De onde vem esta iguaria dos botecos brasileiros?
Pouco antes de uma tempestade, caiçaras puxam rede de arrasto durante pesca tradicional de manjuba (Anchoviella lepidentostole) nas margens do rio Ribeira de Iguape, em Iguape, litoral sul de São Paulo. A cidade é a única no Brasil com pesca comercial da iguaria.
Iguape, São Paulo | O Rodrigo passou o pé. Debaixo de chuva, próximo à Barragem do Valo Grande, em Iguape, no litoral sul de São Paulo, um grupo de pescadores faziam festa. Naquele sábado de março, já no final da safra da manjuba, as redes de uma dezena de barcos que se revezavam no rio Ribeira saíam da água cheias.

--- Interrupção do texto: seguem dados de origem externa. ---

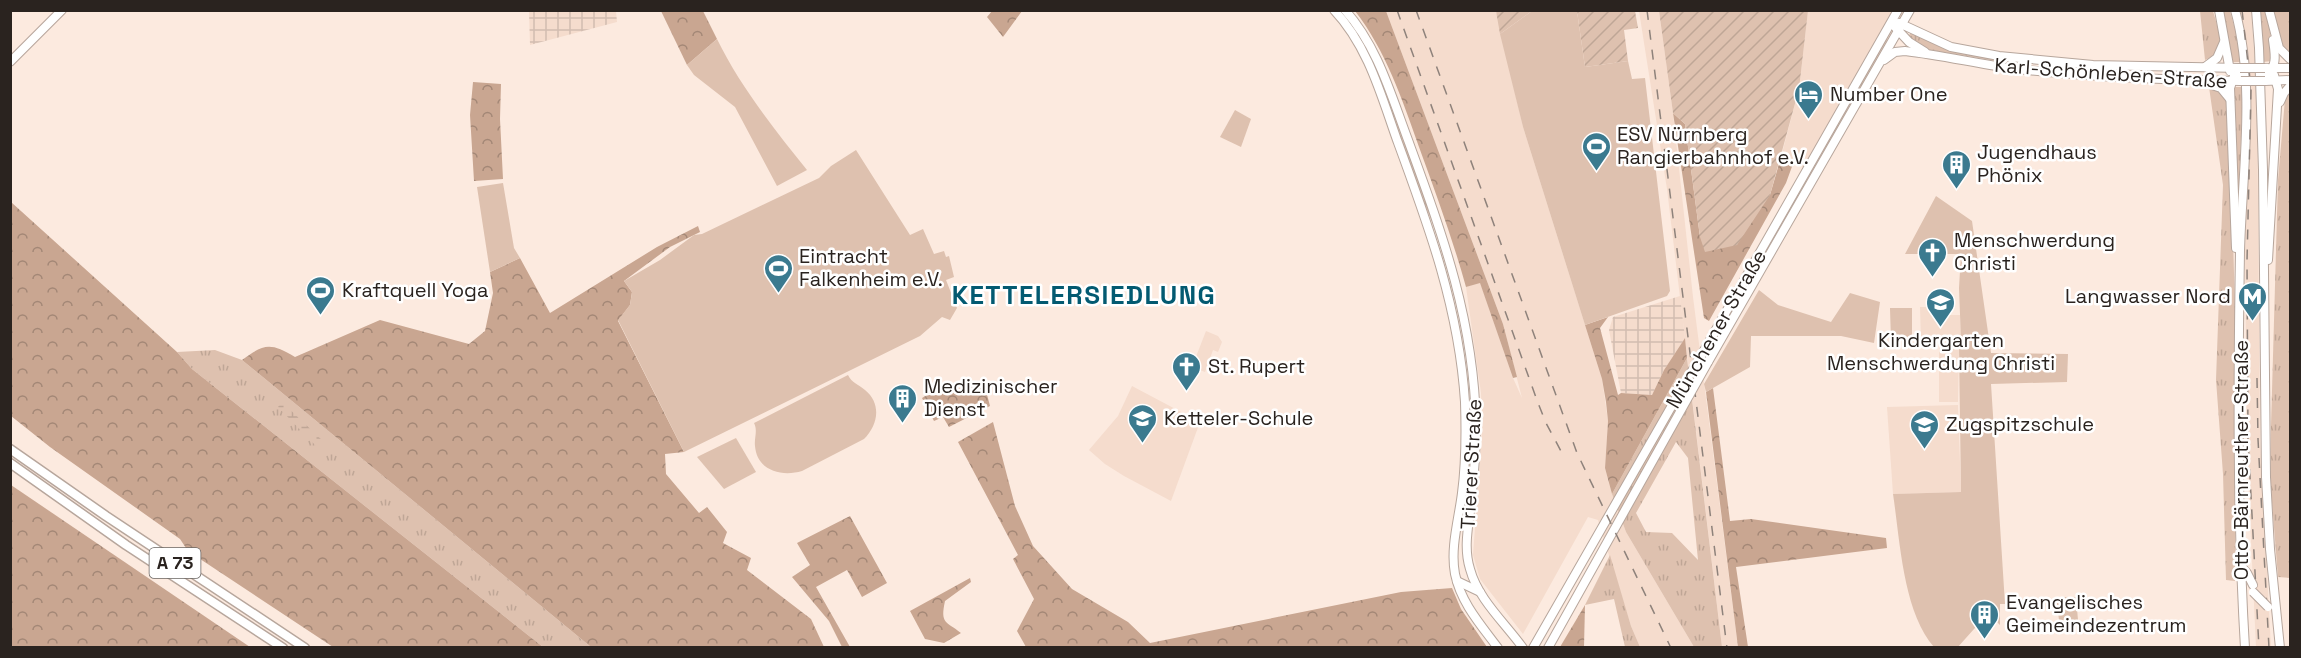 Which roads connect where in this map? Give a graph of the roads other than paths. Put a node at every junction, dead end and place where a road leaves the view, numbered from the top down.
1 (62, 10) edge
2 (1334, 10) edge
3 (1345, 10) edge
4 (1898, 10) edge
5 (1910, 10) edge
6 (2219, 10) edge
7 (2235, 10) edge
8 (2256, 10) edge
9 (2269, 10) edge
10 (1892, 22) junction
11 (1903, 23) junction
12 (2272, 29) junction
13 (1898, 31) junction
14 (2225, 40) junction
15 (1931, 55) junction
16 (2290, 59) edge
17 (10, 62) edge
18 (1878, 65) junction
19 (2202, 68) junction
20 (2229, 68) junction
21 (2290, 68) edge
22 (2266, 73) junction
23 (2237, 76) junction
24 (2195, 80) junction
25 (2290, 80) edge
26 (2277, 81) junction
27 (2290, 86) edge
28 (2230, 99) junction
29 (2277, 112) junction
30 (1431, 232) junction
31 (1442, 232) junction
32 (2264, 270) junction
33 (2240, 273) junction
34 (1459, 290) junction
35 (1449, 292) junction
36 (10, 448) edge
37 (10, 463) edge
38 (1460, 512) junction
39 (1469, 519) junction
40 (1467, 558) junction
41 (2241, 566) junction
42 (1457, 581) junction
43 (1481, 592) junction
44 (2278, 624) junction
45 (283, 648) edge
46 (305, 648) edge
47 (1498, 648) edge
48 (1523, 648) edge
49 (1533, 648) edge
50 (1548, 648) edge
51 (2245, 648) edge
52 (2280, 648) edge

1 - 17 main road
2 - 30 main road, Trierer Straße
3 - 31 main road, Trierer Straße
4 - 10 main road, Münchener Straße
5 - 11 main road, Münchener Straße
6 - 14 main road
7 - 33 main road, Otto-Bärnreuther-Straße
8 - 32 main road, Otto-Bärnreuther-Straße
9 - 12 main road
10 - 11 main road, Karl-Schönleben-Straße
10 - 13 main road, Karl-Schönleben-Straße
10 - 49 main road, Münchener Straße, bridge
11 - 13 main road, Münchener Straße
11 - 19 main road, Karl-Schönleben-Straße
12 - 16 main road
12 - 22 main road
13 - 15 main road, Karl-Schönleben-Straße
13 - 18 main road, Münchener Straße
14 - 19 main road
14 - 20 main road
15 - 18 main road, Karl-Schönleben-Straße
15 - 24 main road, Karl-Schönleben-Straße
18 - 50 main road, Münchener Straße, bridge
19 - 20 main road, Karl-Schönleben-Straße
20 - 23 main road, Karl-Schönleben-Straße
21 - 22 main road, Karl-Schönleben-Straße
22 - 23 main road, Karl-Schönleben-Straße, bridge
22 - 23 main road, Karl-Schönleben-Straße, bridge
22 - 26 main road, Karl-Schönleben-Straße
23 - 24 main road, Karl-Schönleben-Straße
23 - 28 main road, Otto-Bärnreuther-Straße
24 - 28 main road
25 - 26 main road, Karl-Schönleben-Straße
26 - 29 main road, Otto-Bärnreuther-Straße
27 - 29 main road, Otto-Bärnreuther-Straße
28 - 33 main road, Otto-Bärnreuther-Straße
29 - 32 main road, Otto-Bärnreuther-Straße
30 - 31 main road
30 - 35 main road, Trierer Straße
31 - 34 main road, Trierer Straße
32 - 44 main road, Otto-Bärnreuther-Straße
33 - 41 main road, Otto-Bärnreuther-Straße
34 - 35 main road
34 - 39 main road, Trierer Straße
35 - 38 main road, Trierer Straße
36 - 46 highway, A 73
37 - 45 highway, A 73
38 - 39 main road
38 - 42 main road, Trierer Straße
39 - 40 main road, Trierer Straße
40 - 42 main road
40 - 43 main road, Trierer Straße
41 - 44 main road
41 - 51 main road, Otto-Bärnreuther-Straße
42 - 43 main road
42 - 47 main road, Trierer Straße
43 - 48 main road, Trierer Straße
44 - 52 main road, Otto-Bärnreuther-Straße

No dia anterior, Rodrigo de Nina fazia às vezes de caloeiro, o pescador responsável por segurar a ponta da rede no barranco enquanto a canoa a espalha ao longo do rio. No sábado, havia subido de posto. “É sua primeira vez como popeiro Rodrigo?”, perguntou um colega. “É sim”, respondeu Rodrigo, depois de tirar um lanço com quase 500 kg de manjuba.
“Passar o pé é pegar muito peixe de uma vez só”, explica Édino Pereira, o Repolho. Com a rede cheia, os pescadores precisam colocar um pé dentro do barco para conseguir despejar os peixes dentro dele. Essa é uma de muitas expressões típicas ouvidas entre eles: popeiro é o chefe em cada canoa, lanço, uma jogada de rede. Todos esses termos, mais uma profusão de apelidos como Baby, Debinha, Marreta, Foguinho, Pancinha, Paçoquinha e Coroinha, são o pano de fundo de uma espécie de balé que acontece ali e mais em alguns outros pontos do Rio Ribeiro próximos aos municípios de Iguape e Ilha Comprida.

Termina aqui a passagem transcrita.